### TASK REQUIREMENTS
Copy whichever lines of the data hold the word "paths".

BEGIN

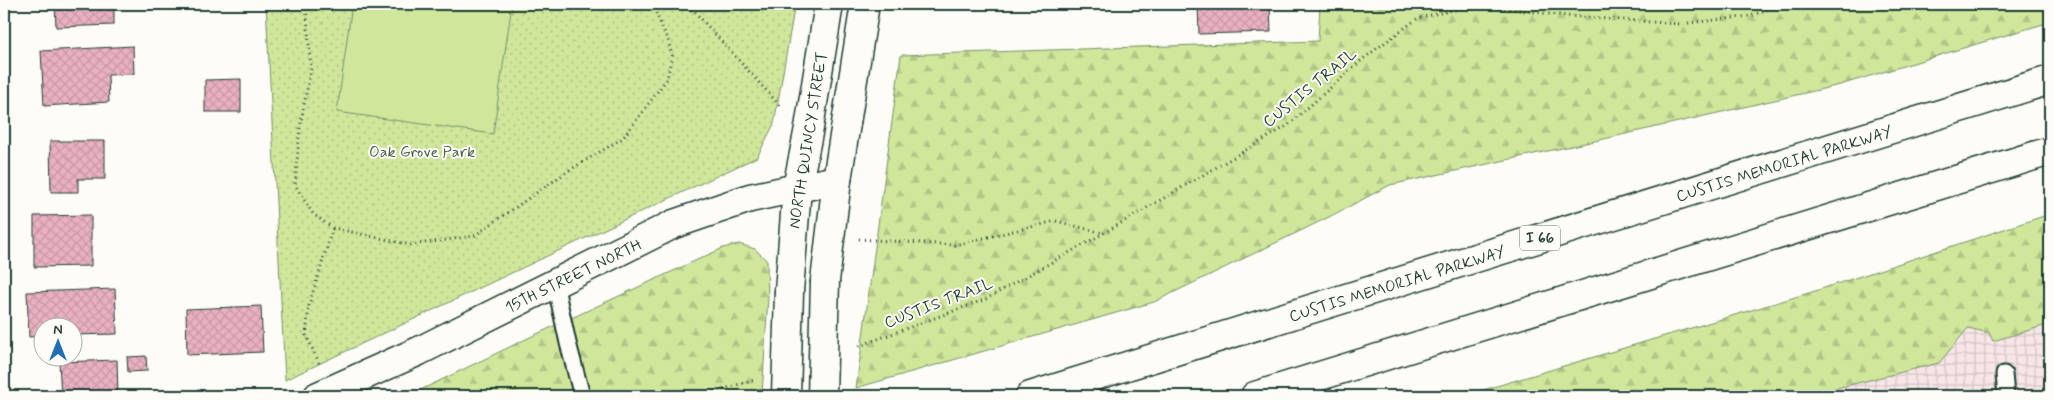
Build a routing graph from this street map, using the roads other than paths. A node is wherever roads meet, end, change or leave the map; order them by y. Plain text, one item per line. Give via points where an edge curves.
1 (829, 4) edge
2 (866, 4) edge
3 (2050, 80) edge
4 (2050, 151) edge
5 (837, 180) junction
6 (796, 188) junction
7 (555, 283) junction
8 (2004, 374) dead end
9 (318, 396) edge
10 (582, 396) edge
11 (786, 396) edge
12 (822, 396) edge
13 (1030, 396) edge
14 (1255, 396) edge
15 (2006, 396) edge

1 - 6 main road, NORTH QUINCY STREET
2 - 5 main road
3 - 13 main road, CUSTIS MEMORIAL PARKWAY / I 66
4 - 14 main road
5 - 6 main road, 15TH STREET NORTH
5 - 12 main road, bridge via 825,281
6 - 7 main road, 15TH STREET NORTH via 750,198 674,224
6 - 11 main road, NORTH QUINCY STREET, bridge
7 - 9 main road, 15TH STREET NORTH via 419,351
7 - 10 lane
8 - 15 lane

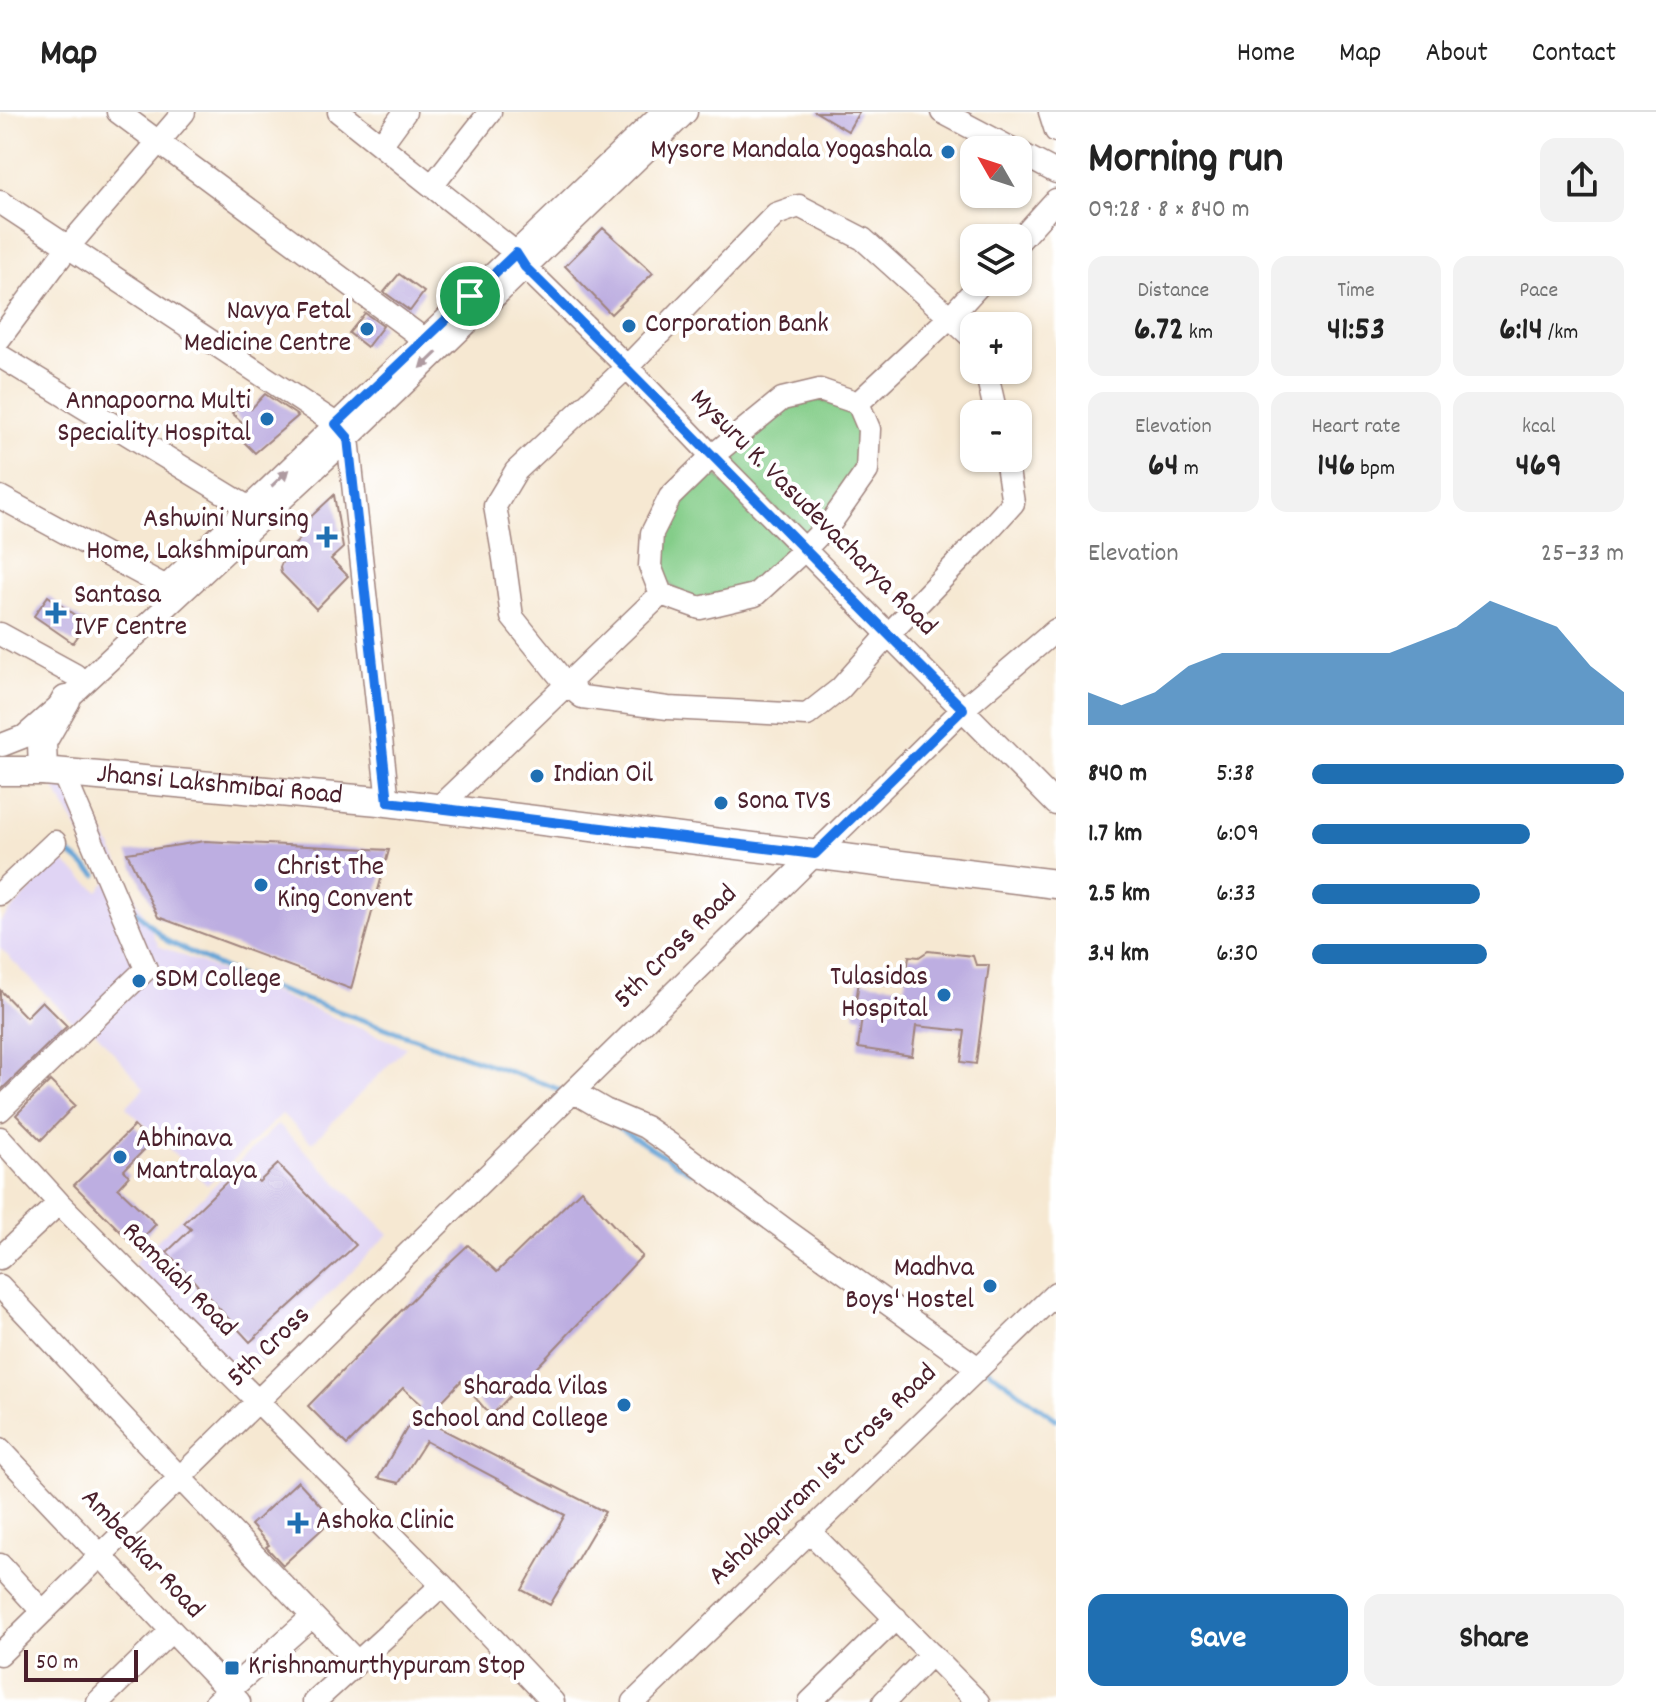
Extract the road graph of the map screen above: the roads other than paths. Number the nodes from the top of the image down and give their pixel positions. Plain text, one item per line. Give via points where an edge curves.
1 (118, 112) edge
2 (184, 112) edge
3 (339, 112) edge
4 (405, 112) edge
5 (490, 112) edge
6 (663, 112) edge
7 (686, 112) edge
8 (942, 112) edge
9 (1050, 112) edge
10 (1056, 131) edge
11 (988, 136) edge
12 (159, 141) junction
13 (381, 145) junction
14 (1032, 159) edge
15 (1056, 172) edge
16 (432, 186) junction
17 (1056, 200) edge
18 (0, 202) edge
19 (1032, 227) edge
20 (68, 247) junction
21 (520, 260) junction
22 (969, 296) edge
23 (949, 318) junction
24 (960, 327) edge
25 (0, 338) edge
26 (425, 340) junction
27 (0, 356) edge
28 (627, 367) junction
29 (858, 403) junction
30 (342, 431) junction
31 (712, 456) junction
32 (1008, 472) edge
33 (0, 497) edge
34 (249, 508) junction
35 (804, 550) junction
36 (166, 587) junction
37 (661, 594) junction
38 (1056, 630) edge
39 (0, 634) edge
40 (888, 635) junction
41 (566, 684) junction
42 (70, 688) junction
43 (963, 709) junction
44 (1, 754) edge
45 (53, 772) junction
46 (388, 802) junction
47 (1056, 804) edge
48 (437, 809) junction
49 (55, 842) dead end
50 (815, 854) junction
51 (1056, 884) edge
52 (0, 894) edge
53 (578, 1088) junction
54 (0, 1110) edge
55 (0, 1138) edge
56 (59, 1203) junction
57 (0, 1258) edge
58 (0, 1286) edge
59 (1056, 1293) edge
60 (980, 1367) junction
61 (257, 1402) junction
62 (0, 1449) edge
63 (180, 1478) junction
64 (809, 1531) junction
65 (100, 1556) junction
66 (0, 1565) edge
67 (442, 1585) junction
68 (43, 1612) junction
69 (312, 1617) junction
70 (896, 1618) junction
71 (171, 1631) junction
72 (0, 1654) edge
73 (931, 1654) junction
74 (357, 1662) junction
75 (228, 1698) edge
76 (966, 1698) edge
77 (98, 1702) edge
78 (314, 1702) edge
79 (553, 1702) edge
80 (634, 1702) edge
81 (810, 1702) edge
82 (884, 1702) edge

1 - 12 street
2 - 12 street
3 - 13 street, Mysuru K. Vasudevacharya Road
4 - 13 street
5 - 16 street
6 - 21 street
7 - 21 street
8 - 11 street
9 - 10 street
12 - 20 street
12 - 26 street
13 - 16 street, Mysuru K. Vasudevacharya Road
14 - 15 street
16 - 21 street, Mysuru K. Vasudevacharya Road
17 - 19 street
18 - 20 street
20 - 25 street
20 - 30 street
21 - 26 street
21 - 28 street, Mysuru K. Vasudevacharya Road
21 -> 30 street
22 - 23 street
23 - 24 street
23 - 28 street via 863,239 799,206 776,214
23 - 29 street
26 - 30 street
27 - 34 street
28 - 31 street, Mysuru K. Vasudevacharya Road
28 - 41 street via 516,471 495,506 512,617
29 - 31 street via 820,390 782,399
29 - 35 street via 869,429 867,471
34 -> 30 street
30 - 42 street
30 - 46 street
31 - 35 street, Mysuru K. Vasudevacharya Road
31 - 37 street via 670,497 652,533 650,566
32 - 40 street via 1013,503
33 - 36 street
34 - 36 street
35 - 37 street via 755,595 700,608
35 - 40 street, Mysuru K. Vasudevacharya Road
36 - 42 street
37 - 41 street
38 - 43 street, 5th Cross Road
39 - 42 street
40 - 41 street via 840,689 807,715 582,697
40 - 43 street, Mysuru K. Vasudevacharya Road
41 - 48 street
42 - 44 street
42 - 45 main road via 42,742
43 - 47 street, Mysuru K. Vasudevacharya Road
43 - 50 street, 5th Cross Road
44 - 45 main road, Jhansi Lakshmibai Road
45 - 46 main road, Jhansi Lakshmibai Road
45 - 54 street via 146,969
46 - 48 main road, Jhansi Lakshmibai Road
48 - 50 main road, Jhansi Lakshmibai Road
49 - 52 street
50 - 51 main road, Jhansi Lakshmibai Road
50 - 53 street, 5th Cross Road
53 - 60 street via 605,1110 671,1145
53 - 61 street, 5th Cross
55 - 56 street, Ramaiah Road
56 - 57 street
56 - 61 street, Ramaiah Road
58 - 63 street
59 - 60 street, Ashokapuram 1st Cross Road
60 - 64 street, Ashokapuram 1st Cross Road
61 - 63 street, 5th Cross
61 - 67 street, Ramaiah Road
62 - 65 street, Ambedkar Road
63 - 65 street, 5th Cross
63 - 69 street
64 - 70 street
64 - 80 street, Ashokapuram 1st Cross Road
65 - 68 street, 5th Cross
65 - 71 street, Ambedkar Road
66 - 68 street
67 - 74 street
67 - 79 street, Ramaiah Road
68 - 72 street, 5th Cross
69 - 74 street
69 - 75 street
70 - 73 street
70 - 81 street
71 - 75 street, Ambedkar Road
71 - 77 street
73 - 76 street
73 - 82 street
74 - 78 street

END

### OUTPUT OF THE TASK
Build a routing graph from this street map, using the roads other than paths. A node is wherever roads meet, end, change or leave the map; order them by y. Plain text, one item per line. Give via points where an edge curves.
Extract the road graph of the map screen above: the roads other than paths. Number the nodes from the top of the image down and give their pixel positions. Plain text, one item per line. Give via points where an edge curves.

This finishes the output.